Count only the lines of the records that hold "roads", then give the number without any other words.

━━━

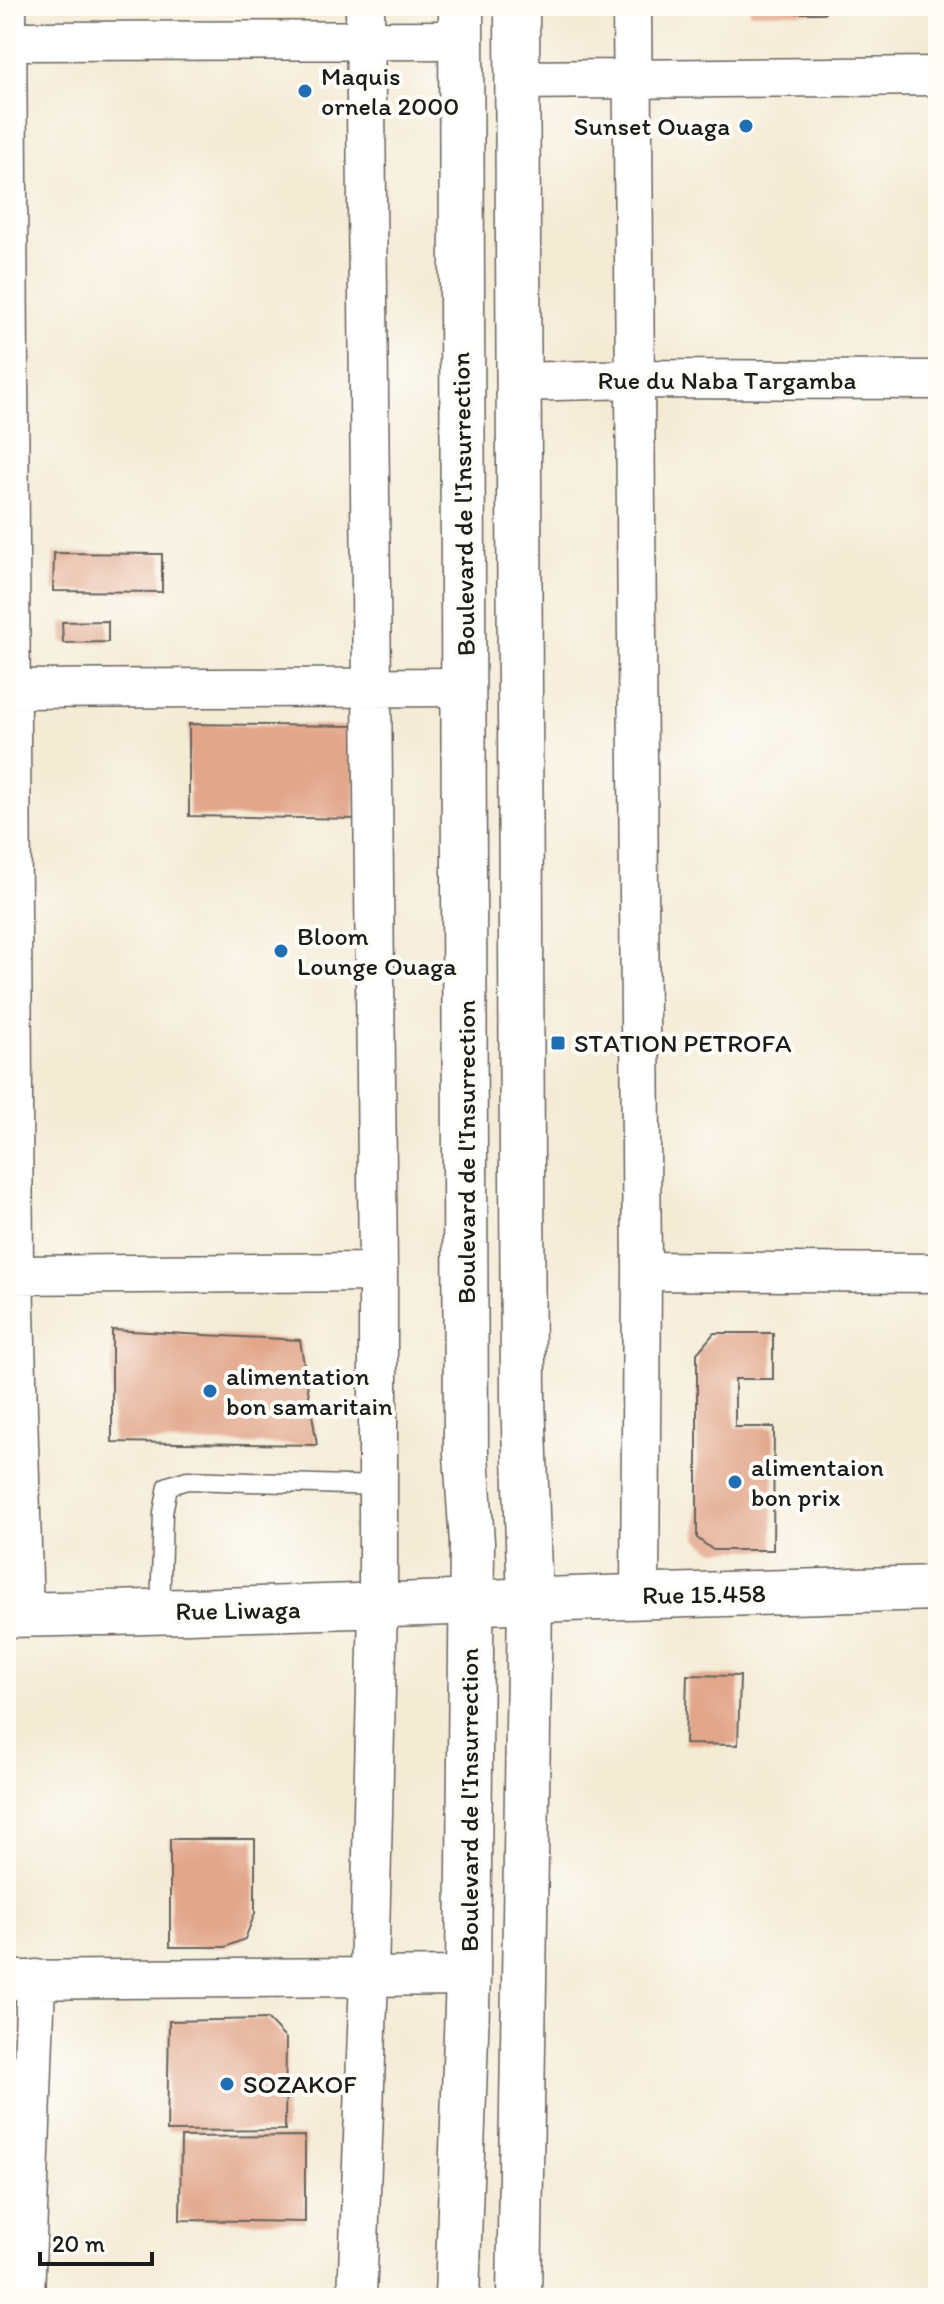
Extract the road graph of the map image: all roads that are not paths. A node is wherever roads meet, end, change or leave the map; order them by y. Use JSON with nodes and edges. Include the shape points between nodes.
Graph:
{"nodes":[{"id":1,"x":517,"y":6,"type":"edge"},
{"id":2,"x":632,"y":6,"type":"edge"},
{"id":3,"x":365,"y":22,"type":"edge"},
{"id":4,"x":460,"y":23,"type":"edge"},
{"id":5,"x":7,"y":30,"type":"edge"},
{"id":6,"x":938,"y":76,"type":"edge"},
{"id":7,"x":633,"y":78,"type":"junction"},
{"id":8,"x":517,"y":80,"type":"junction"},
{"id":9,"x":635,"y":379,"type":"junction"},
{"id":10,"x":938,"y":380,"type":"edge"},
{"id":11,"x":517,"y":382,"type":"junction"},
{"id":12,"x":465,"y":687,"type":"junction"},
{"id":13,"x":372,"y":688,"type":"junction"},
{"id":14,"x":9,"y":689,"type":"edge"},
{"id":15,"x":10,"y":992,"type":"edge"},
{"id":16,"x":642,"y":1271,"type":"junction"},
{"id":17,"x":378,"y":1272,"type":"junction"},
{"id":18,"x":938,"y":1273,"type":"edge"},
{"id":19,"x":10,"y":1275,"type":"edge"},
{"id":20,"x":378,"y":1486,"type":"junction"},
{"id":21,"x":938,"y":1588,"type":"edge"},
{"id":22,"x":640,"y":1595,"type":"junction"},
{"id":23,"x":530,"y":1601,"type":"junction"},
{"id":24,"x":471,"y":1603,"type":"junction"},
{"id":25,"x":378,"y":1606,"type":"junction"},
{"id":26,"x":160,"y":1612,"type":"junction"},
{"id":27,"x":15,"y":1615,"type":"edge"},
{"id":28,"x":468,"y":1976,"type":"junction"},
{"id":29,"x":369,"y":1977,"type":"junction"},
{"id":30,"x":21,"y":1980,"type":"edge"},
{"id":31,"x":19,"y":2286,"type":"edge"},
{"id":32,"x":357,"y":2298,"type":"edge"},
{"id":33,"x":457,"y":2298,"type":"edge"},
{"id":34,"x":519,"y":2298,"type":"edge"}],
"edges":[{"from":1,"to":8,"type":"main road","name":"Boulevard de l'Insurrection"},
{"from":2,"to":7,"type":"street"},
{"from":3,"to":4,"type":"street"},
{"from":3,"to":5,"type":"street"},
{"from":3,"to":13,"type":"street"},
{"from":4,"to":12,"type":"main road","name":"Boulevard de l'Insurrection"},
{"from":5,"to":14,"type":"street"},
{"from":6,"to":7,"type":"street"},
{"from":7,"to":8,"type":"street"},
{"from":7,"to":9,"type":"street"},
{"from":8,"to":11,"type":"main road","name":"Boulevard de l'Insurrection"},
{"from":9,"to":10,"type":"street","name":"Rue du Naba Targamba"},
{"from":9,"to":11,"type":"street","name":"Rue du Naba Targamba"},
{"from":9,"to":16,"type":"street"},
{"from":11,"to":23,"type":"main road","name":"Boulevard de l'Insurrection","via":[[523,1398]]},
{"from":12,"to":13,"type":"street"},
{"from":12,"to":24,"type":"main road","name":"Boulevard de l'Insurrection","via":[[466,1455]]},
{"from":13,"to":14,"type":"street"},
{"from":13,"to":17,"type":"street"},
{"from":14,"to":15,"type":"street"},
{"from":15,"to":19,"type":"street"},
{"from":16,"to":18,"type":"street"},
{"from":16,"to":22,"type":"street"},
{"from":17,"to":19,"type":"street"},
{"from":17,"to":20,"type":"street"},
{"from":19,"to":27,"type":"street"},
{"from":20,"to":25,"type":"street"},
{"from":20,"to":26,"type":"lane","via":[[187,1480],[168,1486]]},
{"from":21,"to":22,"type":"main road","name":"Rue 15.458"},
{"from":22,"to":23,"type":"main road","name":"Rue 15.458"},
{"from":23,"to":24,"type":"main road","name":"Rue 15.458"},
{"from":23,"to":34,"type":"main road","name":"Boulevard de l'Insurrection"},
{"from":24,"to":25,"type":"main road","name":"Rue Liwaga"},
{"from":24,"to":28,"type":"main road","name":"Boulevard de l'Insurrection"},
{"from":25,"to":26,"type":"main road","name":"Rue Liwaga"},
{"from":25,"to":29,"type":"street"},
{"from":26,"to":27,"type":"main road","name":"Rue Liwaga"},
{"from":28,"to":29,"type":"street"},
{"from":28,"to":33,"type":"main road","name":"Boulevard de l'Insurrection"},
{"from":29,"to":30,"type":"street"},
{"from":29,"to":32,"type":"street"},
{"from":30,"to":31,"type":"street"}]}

━━━

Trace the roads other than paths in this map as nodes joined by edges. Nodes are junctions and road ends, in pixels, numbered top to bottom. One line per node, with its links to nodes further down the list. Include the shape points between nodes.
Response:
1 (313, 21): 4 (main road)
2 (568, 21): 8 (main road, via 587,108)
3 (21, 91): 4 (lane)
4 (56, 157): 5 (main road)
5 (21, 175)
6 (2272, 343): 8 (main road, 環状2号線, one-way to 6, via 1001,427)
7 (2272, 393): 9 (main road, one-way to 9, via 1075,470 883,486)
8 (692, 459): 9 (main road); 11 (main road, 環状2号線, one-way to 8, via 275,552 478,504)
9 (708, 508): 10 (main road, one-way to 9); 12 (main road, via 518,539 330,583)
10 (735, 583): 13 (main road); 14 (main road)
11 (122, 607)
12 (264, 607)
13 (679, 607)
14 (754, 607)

━━━

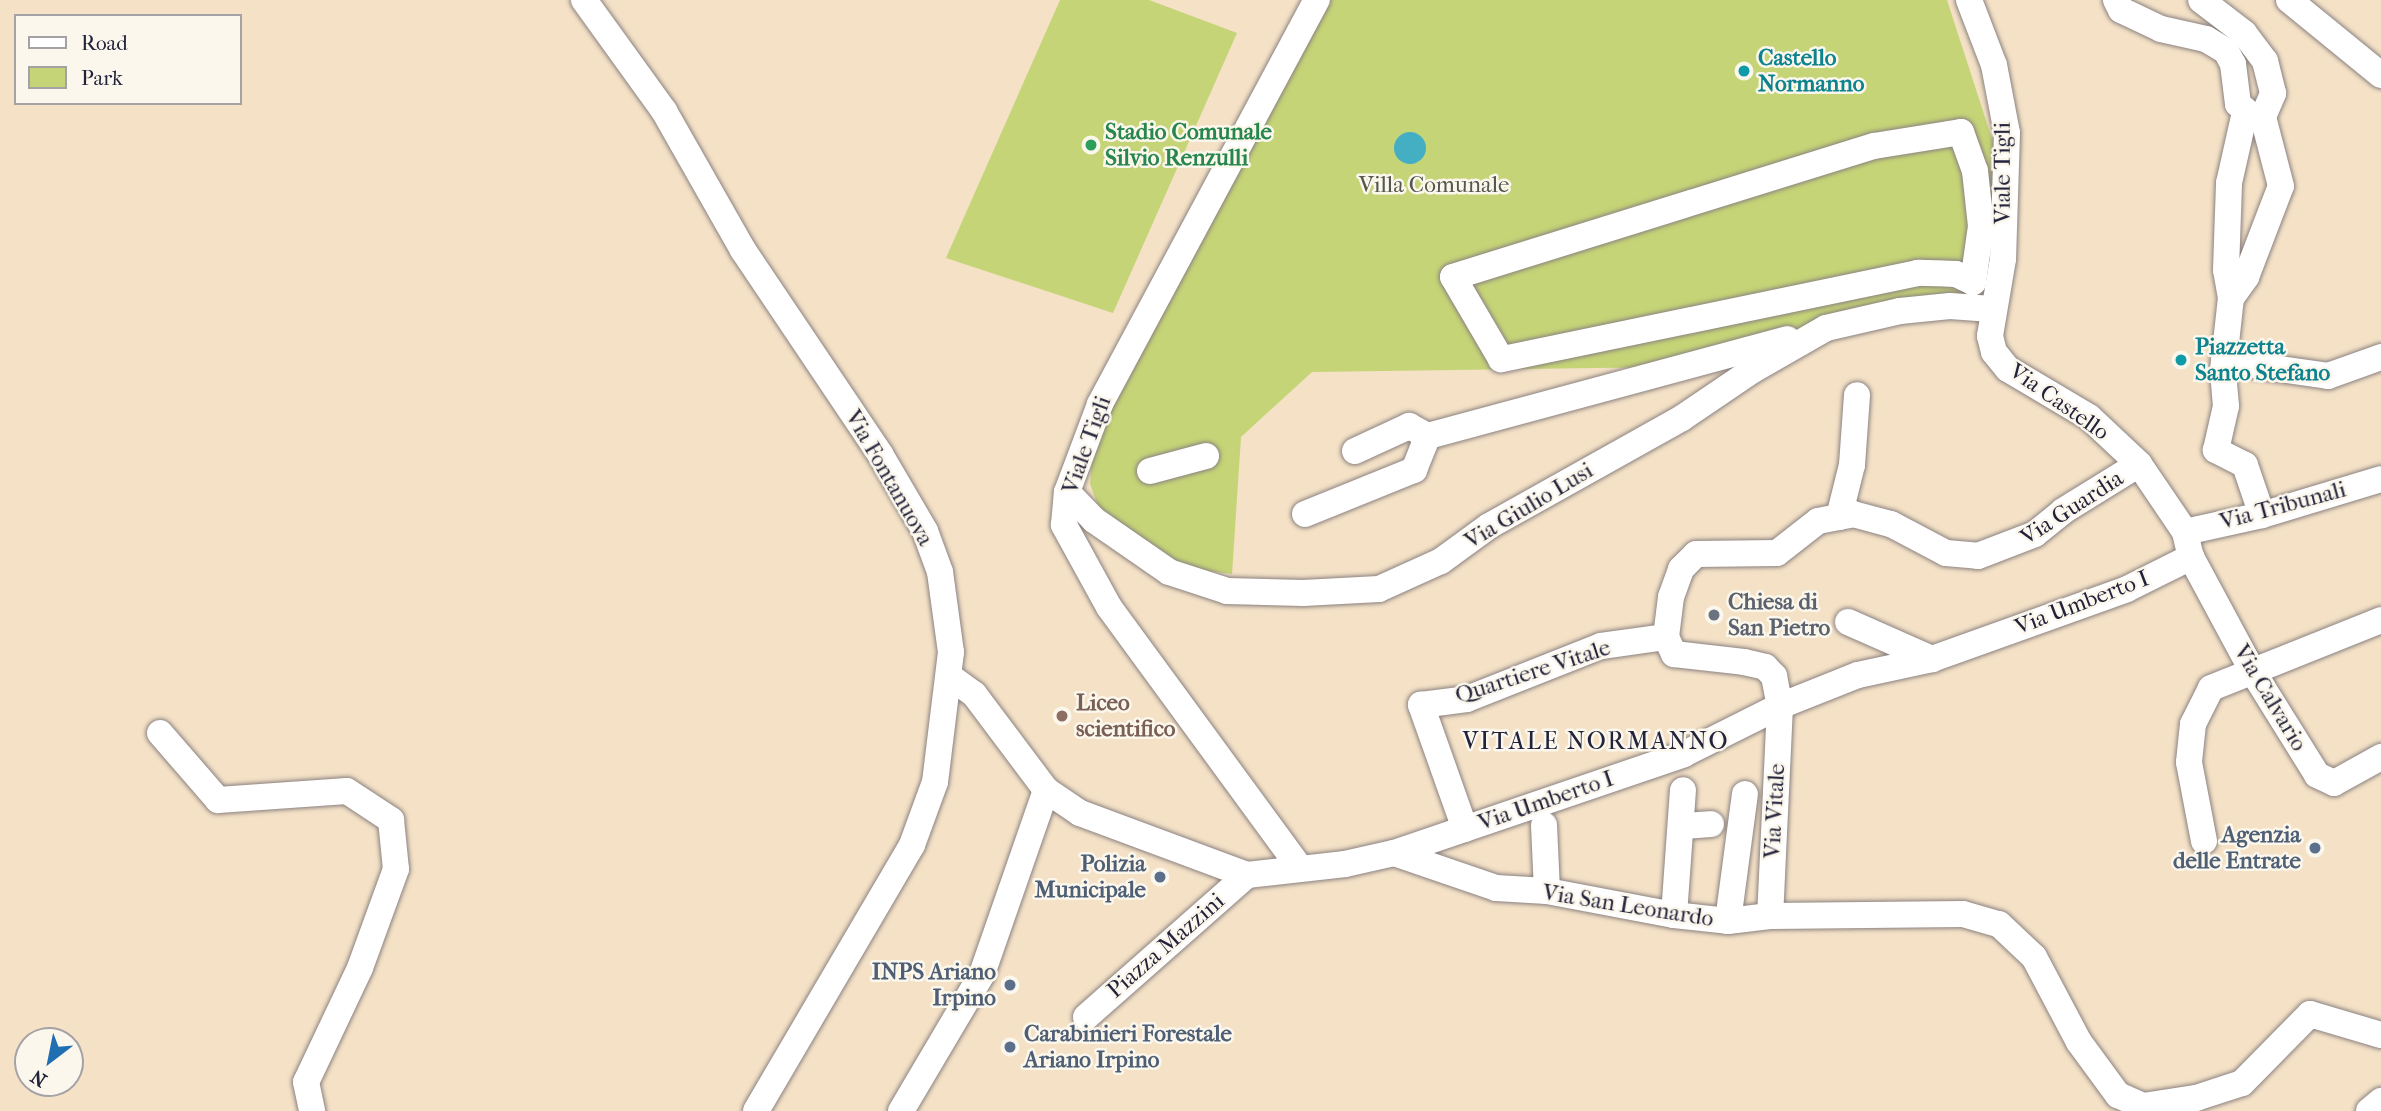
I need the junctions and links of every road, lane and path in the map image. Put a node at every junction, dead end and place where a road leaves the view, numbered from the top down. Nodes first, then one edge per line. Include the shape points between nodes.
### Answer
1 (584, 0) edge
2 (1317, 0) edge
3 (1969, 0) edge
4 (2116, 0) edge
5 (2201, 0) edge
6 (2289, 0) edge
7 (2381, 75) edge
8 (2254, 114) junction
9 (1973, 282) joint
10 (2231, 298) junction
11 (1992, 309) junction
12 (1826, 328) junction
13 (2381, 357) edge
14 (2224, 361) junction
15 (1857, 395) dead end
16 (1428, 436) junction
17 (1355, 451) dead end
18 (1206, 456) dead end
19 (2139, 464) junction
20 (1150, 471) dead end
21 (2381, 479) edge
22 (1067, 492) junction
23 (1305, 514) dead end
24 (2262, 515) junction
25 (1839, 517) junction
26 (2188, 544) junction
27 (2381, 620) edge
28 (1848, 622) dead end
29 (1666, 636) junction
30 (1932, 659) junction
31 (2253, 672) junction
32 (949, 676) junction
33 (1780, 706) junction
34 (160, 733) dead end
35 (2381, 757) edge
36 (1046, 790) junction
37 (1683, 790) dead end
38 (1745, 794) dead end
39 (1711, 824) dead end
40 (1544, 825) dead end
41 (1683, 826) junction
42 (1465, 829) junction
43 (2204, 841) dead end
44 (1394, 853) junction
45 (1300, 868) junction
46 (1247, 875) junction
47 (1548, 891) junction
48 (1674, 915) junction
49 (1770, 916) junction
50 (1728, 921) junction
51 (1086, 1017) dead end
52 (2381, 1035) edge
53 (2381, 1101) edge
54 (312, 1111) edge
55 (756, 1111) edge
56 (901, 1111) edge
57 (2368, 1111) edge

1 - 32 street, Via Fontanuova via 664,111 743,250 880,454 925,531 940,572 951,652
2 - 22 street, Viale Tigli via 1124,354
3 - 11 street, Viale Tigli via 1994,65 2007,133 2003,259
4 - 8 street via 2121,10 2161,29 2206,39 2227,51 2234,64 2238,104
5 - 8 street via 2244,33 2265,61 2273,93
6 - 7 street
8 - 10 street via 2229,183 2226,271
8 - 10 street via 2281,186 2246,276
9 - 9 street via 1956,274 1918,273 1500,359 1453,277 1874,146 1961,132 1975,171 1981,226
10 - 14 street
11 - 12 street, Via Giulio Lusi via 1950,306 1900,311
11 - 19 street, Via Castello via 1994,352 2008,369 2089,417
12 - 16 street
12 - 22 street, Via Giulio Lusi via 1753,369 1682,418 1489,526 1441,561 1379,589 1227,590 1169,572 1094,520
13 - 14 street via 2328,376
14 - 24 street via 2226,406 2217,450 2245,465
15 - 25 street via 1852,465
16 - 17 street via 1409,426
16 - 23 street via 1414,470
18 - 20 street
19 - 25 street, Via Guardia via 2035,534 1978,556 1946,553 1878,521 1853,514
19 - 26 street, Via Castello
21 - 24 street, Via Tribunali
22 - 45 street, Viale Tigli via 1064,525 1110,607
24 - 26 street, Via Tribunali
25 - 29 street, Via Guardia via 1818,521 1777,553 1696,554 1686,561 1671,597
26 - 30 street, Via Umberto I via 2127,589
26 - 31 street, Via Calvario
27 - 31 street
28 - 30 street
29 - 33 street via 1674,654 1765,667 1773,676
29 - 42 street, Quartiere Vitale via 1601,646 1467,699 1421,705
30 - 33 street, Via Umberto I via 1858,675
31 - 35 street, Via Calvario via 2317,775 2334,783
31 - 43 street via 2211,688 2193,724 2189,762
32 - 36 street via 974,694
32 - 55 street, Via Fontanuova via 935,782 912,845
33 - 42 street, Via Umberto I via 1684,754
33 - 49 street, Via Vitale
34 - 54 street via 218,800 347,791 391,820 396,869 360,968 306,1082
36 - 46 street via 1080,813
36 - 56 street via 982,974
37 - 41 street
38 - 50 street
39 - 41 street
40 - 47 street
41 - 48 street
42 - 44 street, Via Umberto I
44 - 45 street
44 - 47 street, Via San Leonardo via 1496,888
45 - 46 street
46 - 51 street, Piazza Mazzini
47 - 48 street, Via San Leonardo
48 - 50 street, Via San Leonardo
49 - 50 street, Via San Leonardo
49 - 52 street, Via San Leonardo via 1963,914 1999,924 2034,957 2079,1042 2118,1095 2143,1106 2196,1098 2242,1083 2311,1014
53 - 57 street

━━━

* _Answer space_
2